Le Soir says Bouteflika's official diary for the week includes a Council of Ministers meeting, and a reception for the visiting Turkish president, Recep Tayyip Erdogan, on Thursday.

The five-year battle by South African newspaper the Mail & Guardian to get public access to a report by South Africa’s judicial observers mission into the fairness of Zimbabwe’s 2002 general election ended last Friday with a revelation everyone expected: the elections were not free and fair because of the violence and intimidation that preceded them.

Three successive South African presidents fought for the report by then Pretoria high court judge Dikgang Moseneke and Johannesburg high court judge Sisi Khampepe to remain secret. A constitutional court judgment last week resulted in the report being handed to the Mail & Guardian on Friday. The South African government refused to condemn the elections.
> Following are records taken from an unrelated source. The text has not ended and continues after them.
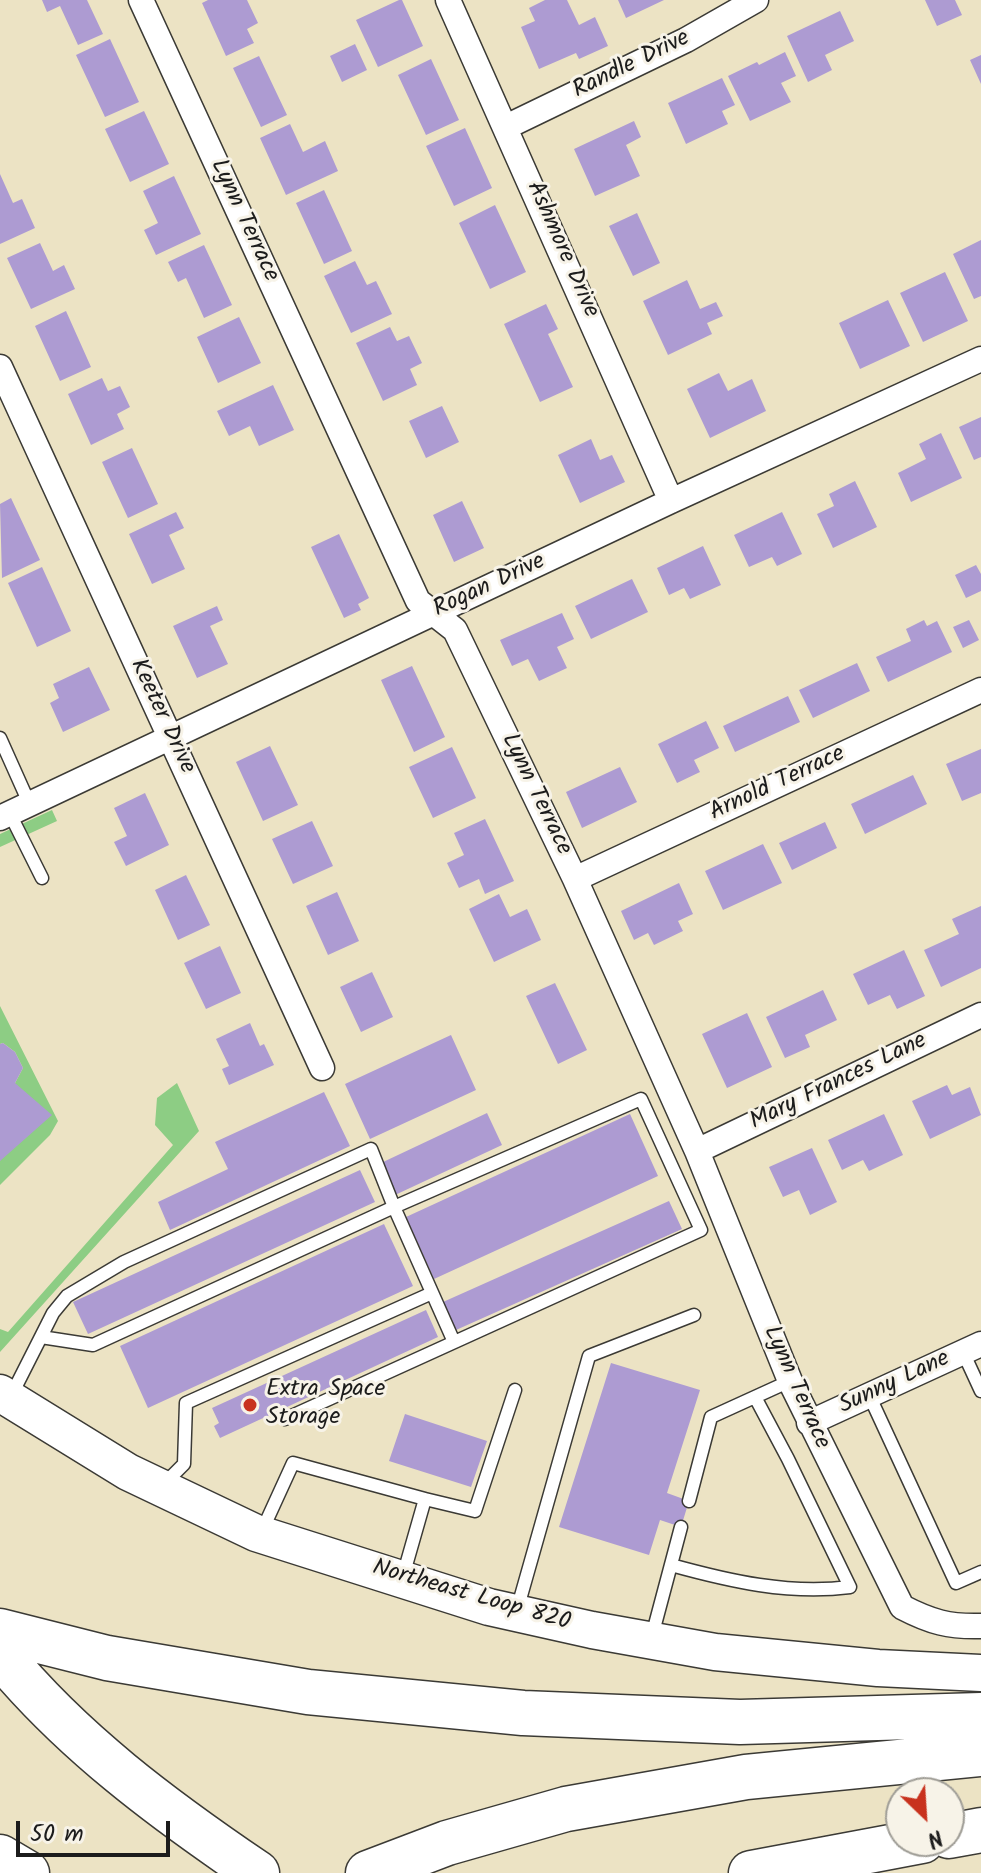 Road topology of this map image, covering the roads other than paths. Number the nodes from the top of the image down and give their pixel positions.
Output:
1 (141, 0) edge
2 (448, 0) edge
3 (756, 0) edge
4 (506, 127) junction
5 (981, 359) edge
6 (0, 367) edge
7 (671, 501) junction
8 (434, 614) junction
9 (981, 690) edge
10 (0, 738) edge
11 (171, 738) junction
12 (13, 812) edge
13 (42, 878) dead end
14 (575, 879) junction
15 (981, 1015) edge
16 (322, 1068) dead end
17 (697, 1151) junction
18 (394, 1207) junction
19 (432, 1293) junction
20 (694, 1315) dead end
21 (41, 1337) junction
22 (454, 1342) junction
23 (972, 1348) edge
24 (790, 1381) junction
25 (515, 1390) dead end
26 (981, 1391) edge
27 (869, 1395) junction
28 (5, 1396) edge
29 (755, 1397) junction
30 (285, 1419) dead end
31 (809, 1423) junction
32 (160, 1487) junction
33 (425, 1499) junction
34 (689, 1501) dead end
35 (681, 1527) dead end
36 (261, 1535) junction
37 (671, 1565) junction
38 (981, 1572) edge
39 (402, 1579) junction
40 (516, 1613) junction
41 (981, 1626) edge
42 (0, 1631) edge
43 (651, 1641) junction
44 (0, 1654) edge
45 (981, 1673) edge
46 (981, 1715) edge
47 (981, 1754) edge
48 (885, 1848) edge
49 (0, 1857) edge
50 (27, 1873) edge
51 (257, 1873) edge
52 (368, 1873) edge
53 (751, 1873) edge

1 - 8 street, Lynn Terrace
2 - 4 street, Ashmore Drive
3 - 4 street, Randle Drive
4 - 7 street, Ashmore Drive
5 - 7 street, Rogan Drive
6 - 11 street, Keeter Drive
7 - 8 street, Rogan Drive
8 - 11 street, Rogan Drive
8 - 14 street, Lynn Terrace
9 - 14 street, Arnold Terrace
10 - 12 lane
11 - 12 street, Rogan Drive
11 - 16 street, Keeter Drive
12 - 13 lane
14 - 17 street, Lynn Terrace
15 - 17 street, Mary Frances Lane
17 - 24 street, Lynn Terrace
18 - 19 lane
18 - 21 lane
18 - 21 lane
18 - 22 lane
19 - 22 lane
19 - 32 lane
20 - 40 lane
21 - 28 lane
22 - 30 lane
23 - 26 lane
23 - 27 street, Sunny Lane
24 - 29 lane
24 - 31 street, Lynn Terrace
25 - 33 lane
27 - 31 street, Sunny Lane
27 - 38 lane
28 - 32 main road, Northeast Loop 820
29 - 34 lane
29 - 37 lane
31 - 41 street, Lynn Terrace
32 - 36 main road, Northeast Loop 820
33 - 36 lane
33 - 39 lane
35 - 37 lane
36 - 39 main road, Northeast Loop 820
37 - 43 lane
39 - 40 main road, Northeast Loop 820
40 - 43 main road, Northeast Loop 820
42 - 46 highway
43 - 45 main road, Northeast Loop 820
44 - 51 highway
47 - 52 highway
48 - 53 highway
49 - 50 highway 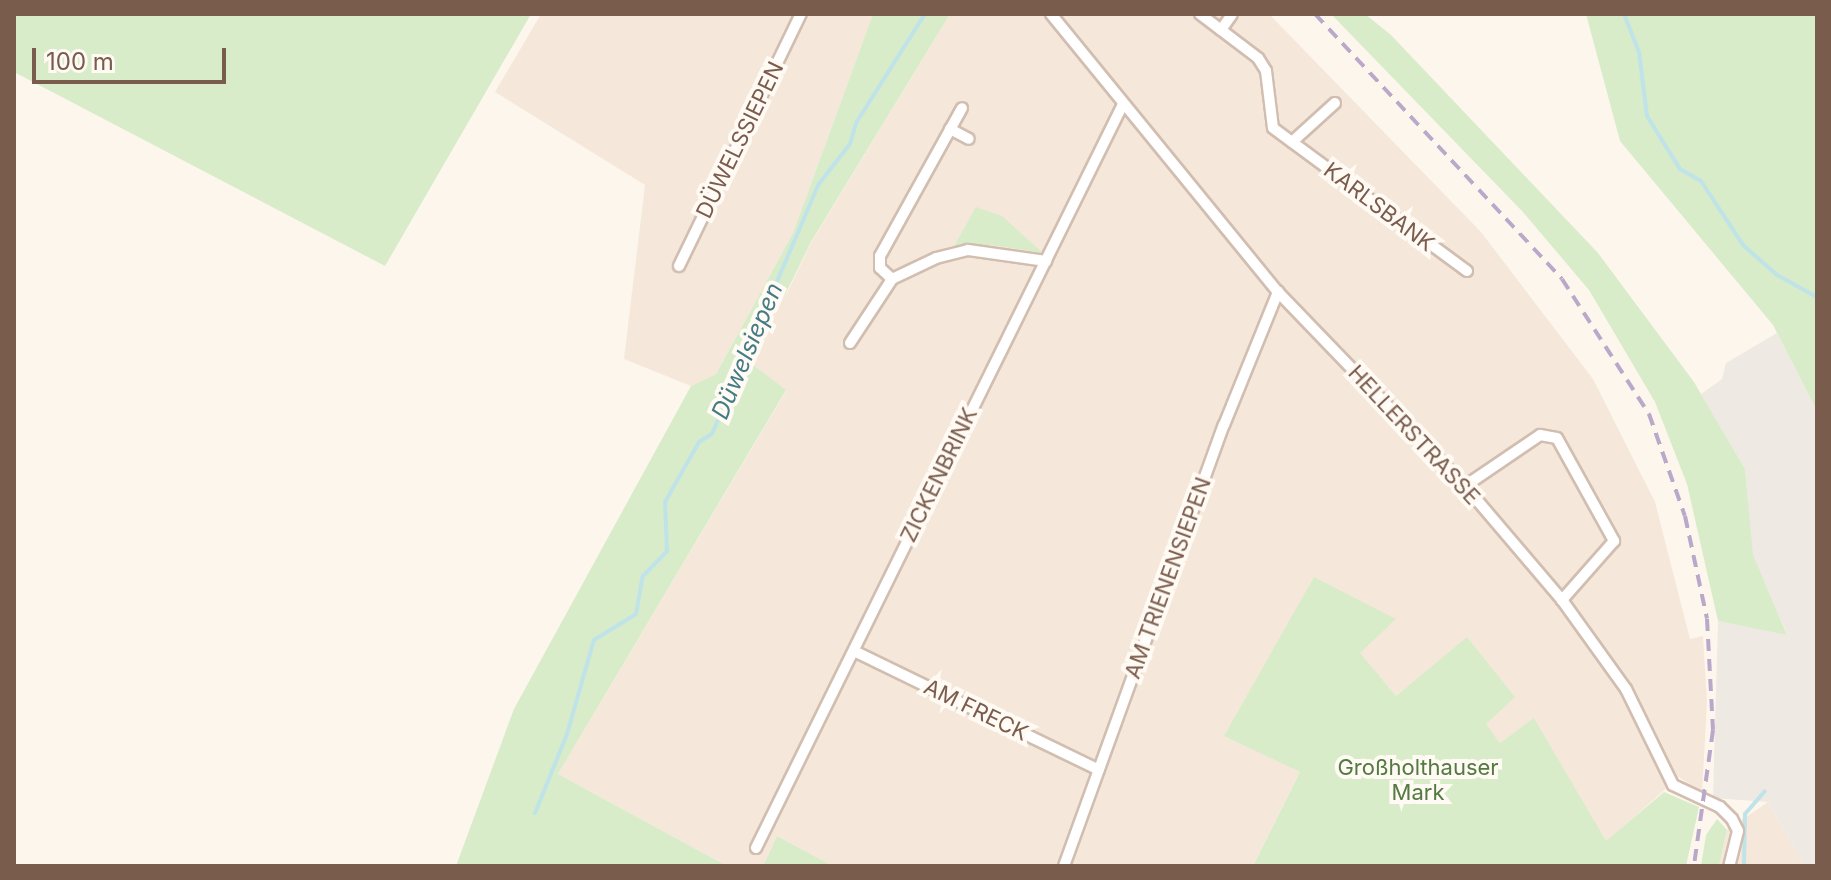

The Khampepe report differed from the official South African Observer Mission report on the election. That official report described the polls as "legitimate", based on the participation of the political opposition and the high voter turnout.

The poll was preceded by the violent occupation of white-owned farms by war veterans, co-ordinated and organised by the military. The occupations also involved the terrorising of rural communities and over a hundred killings of members of the opposition Movement for Democratic Change.

The editorial in South African financial paper BusinessDay is headlined "It's either Zuma or Democracy".

The paper says that the ruling African National Congress has been abusing the power that comes with its majority in Parliament for years, a state of affairs that has worsened during the Jacob Zuma presidency and accelerated since Baleka Mbete was made speaker of the National Assembly. Her bias in favour of the ANC has made a mockery of Parliament’s primary purpose which is to hold the executive to account.

Similarly, Mr Zuma’s reluctance to accept that submitting to questioning by the elected representatives of the South African people is an indispensable part of the checks and balances that govern our democracy, is deeply problematic.

The ANC’s decision to ignore opposition objections to its handling of the Nkandla issue, and especially its determination to use its majority in Parliament to adopt a report exonerating Zuma is, says BusinessDay, the final straw.